I doubt anyone would be surprised to learn that most writers were avid readers at a very young age. I was no different. I can remember my grandmother, who only made it through eighth grade before she had to drop out of school to help with her family, reading to me from the time I could climb up on her lap and sit still (the sitting still part was key). Rumor amongst the family has it I was reading on my own by the age of 4, long before there were pre-schools teaching reading before kindergarten. What I know for a fact is that I have no childhood memories that don't include a book in my hand, my bed or on my nightstand. I could never get enough to read.
Now, you would think with all that reading, picking just one favorite book would be near impossible, but you would think wrong. From the first page of the book right up to this very day, my favorite book of all time is "Little Women". I read this book for the first time when I was 8 years old, which I've learned in adulthood is young to be reading a novel of this advanced level. I know this because I bought the book as a Christmas present for my stepdaughter and granddaughter at the very same age and neither of them bothered to pick it up. I finally gave up and started reading it to my granddaughter and, still, could not keep her interest. You can't imagine my frustration level that two young girls couldn't get into the emotional ups and downs in the lives of the March girls.
I always hoped my stepdaughter would eventually read the book, but it was not to be. My granddaughter has just recently turned 10 and is now reading "chapter books", but the reading level is way below that encountered in "Little Women". I had a bit of a problem understanding why young girls today weren't grabbing this book up. I was shocked to find it wasn't even stocked in my granddaughter's school library. How could I expect a 10 year old to be reading a book she wasn't being exposed to. I took the giant step and asked the librarian why the book was not on her shelf. She actually seemed shocked by the question. "Little Women is a classic. These children may be exposed to it in middle school, but I would venture most won't read it until high school, and then only if it's required reading. We don't have the space or the funds to put a book on the shelf no one will be reading."
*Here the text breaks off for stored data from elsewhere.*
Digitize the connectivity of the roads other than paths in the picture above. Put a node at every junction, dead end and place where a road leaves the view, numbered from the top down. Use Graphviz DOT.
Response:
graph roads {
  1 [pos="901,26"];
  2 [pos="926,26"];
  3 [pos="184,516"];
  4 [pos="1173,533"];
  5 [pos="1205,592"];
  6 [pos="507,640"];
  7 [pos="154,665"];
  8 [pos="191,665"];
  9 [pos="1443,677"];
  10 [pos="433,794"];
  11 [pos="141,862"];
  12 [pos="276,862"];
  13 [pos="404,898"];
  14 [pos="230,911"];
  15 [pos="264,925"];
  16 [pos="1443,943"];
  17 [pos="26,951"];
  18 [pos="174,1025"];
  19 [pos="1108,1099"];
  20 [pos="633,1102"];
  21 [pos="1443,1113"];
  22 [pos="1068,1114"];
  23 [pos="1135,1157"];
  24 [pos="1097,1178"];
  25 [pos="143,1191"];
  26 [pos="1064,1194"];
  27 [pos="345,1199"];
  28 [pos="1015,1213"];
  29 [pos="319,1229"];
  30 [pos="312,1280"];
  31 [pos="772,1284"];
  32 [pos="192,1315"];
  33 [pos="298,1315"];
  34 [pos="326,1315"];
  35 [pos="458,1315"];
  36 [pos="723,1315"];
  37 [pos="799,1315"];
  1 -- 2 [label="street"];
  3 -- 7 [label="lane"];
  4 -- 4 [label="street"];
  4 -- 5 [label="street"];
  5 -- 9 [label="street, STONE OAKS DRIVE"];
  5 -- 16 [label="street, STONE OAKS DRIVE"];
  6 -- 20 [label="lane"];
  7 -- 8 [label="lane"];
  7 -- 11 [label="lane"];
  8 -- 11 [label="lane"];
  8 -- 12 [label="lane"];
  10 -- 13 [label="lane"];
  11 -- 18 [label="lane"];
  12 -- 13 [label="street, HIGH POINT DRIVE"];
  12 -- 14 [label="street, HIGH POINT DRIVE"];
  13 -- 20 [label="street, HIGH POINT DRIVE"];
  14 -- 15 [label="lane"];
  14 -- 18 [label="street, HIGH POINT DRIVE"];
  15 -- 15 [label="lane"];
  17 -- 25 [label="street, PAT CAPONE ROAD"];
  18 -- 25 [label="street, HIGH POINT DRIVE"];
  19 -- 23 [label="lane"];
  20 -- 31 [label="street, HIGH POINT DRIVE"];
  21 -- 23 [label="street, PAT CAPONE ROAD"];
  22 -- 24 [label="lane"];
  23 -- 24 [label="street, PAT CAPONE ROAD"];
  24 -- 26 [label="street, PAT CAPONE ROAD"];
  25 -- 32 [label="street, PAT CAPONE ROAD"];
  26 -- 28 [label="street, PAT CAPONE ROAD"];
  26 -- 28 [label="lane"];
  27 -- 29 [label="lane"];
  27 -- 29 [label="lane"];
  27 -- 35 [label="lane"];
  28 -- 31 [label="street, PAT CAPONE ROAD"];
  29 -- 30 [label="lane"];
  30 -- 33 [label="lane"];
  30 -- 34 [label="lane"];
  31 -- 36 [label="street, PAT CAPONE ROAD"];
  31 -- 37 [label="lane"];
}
Come on, you've got to be kidding! What are we doing to our children these days? Even if I accept that I was a bit advanced as a reader, by what they call middle school today I had read everything Louisa May Alcott had written, along with at least two biographies on her. Even if a librarian feels the book is an advanced read for elementary school children, there have to be girls who can handle the book and should be exposed to it long before middle school. I've seen the "chapter books" my granddaughter reads and although entertaining enough to keep her reading (which I will always encourage) they are not particularly challenging.
So, while the lessons of the March family sit on a dusty library shelf in a middle or high school somewhere, our girls are growing up with Harry Potter and the Twilight series. And let me tell you, I've ready each and every Harry Potter book and if a 9-year old can read and understand Harry Potter, they can more than read and understand " Little Women." Our elementary schools need to start challenging our young readers again by putting books into their hands that will lead them towards the love of reading, not just the love of one series of books. Then, when the time comes in high school to dig into those classics, like Hemingway and Fitzgerald, Dickens and Twain, they'll be hungry for every word.
Me, I'll reread my stories about Jo March and her sisters every few years like I always have and, now, with this little reminder, I think it might be time to find my copies of "Little Men" and "Jo's Boys" as well.